Two further strands matter commercially. The law restricts the destruction of unsold non-food goods, pushing sellers toward donation, reuse or recycling instead of disposal. And it tightens rules on environmental claims, limiting unsubstantiated terms and requiring evidence behind sustainability marketing — relevant to how you write product copy aimed at French buyers.

Example

A cross-border seller listing cotton t-shirts to French consumers is affected by AGEC on two fronts: the textile category falls under French EPR, so the seller should be registered with the relevant eco-organisation and paying eco-contributions; and the packaging and labelling must carry the Triman plus an Info-tri sorting note.
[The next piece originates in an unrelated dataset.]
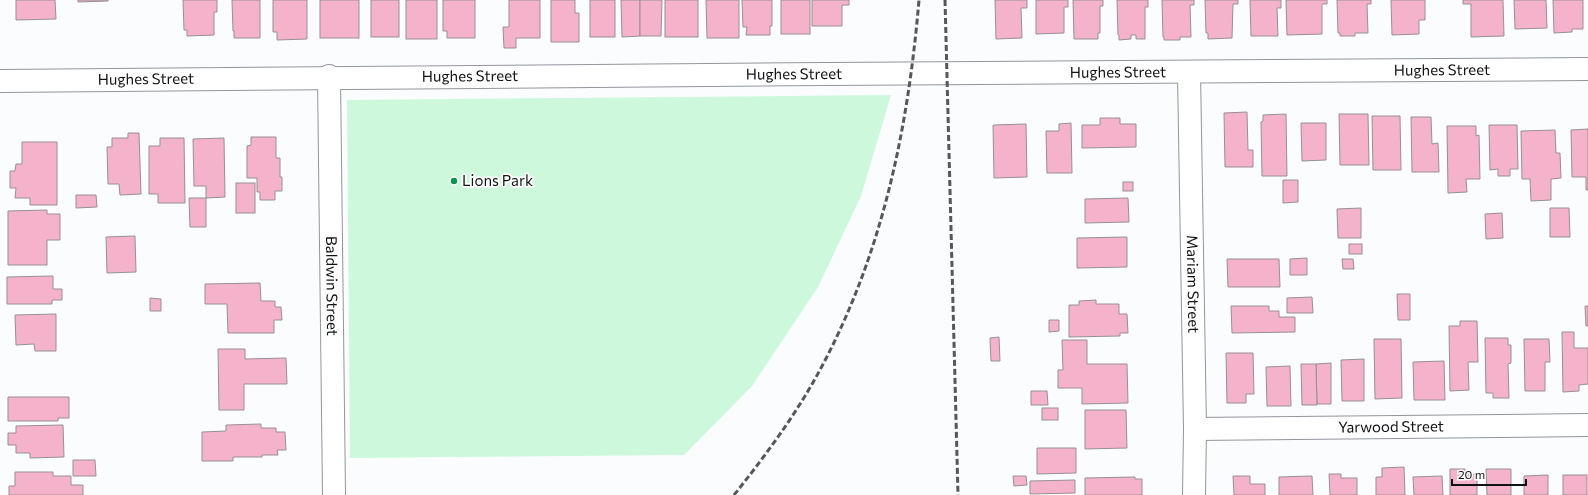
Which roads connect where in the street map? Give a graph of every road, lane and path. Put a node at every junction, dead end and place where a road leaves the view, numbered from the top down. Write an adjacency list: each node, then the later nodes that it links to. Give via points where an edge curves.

If the listing also makes a vague "eco-friendly" claim, AGEC’s environmental-claims rules require that statement to be substantiated.

Why it matters for marketplace sellers

  • AGEC is the umbrella law behind several France-specific duties — Triman labelling, EPR registration and environmental-claims rules — that cross-border sellers must meet to sell compliantly into France.
  • Because obligations were phased in over time, it is worth checking whether your specific product category has become subject to EPR or labelling rules in a given year.
  • French marketplaces and platforms increasingly require proof of EPR registration before publishing listings, so AGEC compliance can directly gate your ability to sell.
  • AGEC’s rules on environmental claims affect how you can describe sustainability in listings aimed at French consumers — vague green claims can be non-compliant.